Dataset excerpts.
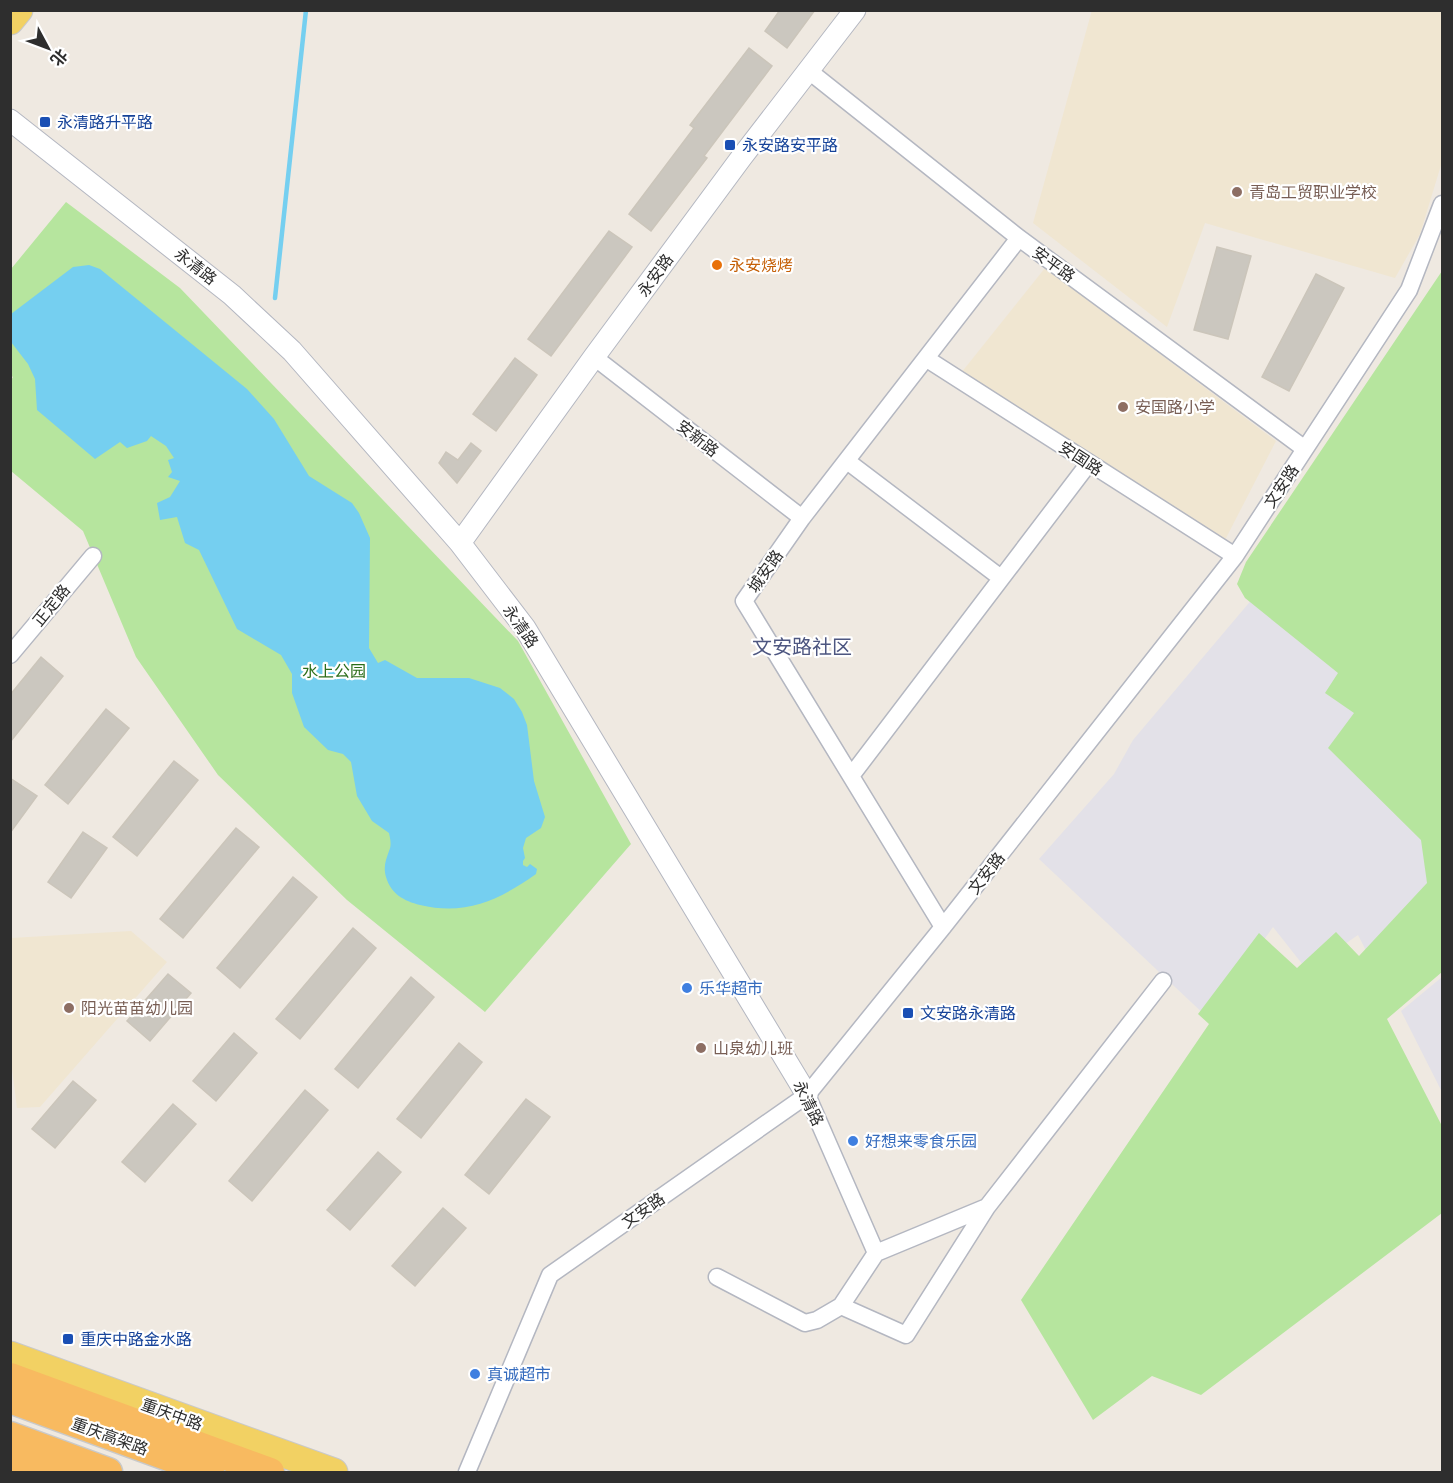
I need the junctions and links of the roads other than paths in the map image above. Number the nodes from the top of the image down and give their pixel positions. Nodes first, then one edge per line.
1 (19, 10) edge
2 (855, 10) edge
3 (10, 21) edge
4 (809, 70) junction
5 (10, 120) edge
6 (1443, 204) edge
7 (1019, 238) junction
8 (594, 357) junction
9 (927, 359) junction
10 (1305, 449) junction
11 (847, 461) junction
12 (1089, 463) junction
13 (802, 518) junction
14 (460, 543) junction
15 (93, 555) dead end
16 (1235, 556) junction
17 (1001, 578) junction
18 (10, 655) edge
19 (851, 776) junction
20 (943, 927) junction
21 (1163, 981) dead end
22 (807, 1095) junction
23 (987, 1207) junction
24 (876, 1253) junction
25 (717, 1277) dead end
26 (842, 1306) junction
27 (10, 1355) edge
28 (10, 1377) edge
29 (10, 1399) edge
30 (10, 1436) edge
31 (10, 1458) edge
32 (52, 1473) edge
33 (108, 1473) edge
34 (210, 1473) edge
35 (270, 1473) edge
36 (334, 1473) edge
37 (467, 1473) edge

1 - 3 main road
2 - 4 street, 永安路
4 - 7 street, 安平路
4 - 8 street, 永安路
5 - 14 street, 永清路
6 - 10 street, 文安路
7 - 9 street, 城安路
7 - 10 street, 安平路
8 - 13 street, 安新路
8 - 14 street, 永安路
9 - 11 street, 城安路
9 - 12 street, 安国路
10 - 16 street, 文安路
11 - 13 street, 城安路
11 - 17 street
12 - 16 street, 安国路
12 - 17 street
13 - 19 street, 城安路
14 - 22 street, 永清路
15 - 18 street, 正定路
16 - 20 street, 文安路
17 - 19 street
19 - 20 street, 城安路
20 - 22 street, 文安路
21 - 23 street
22 - 24 street, 永清路
22 - 37 street, 文安路
23 - 24 street
23 - 26 street
24 - 26 street
25 - 26 street
27 - 36 main road, 重庆中路
28 - 35 highway
29 - 34 highway, 重庆高架路
30 - 33 highway
31 - 32 highway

Work item.
Show every line above in which the word "dead" occurs.

Your solution.
15 (93, 555) dead end
21 (1163, 981) dead end
25 (717, 1277) dead end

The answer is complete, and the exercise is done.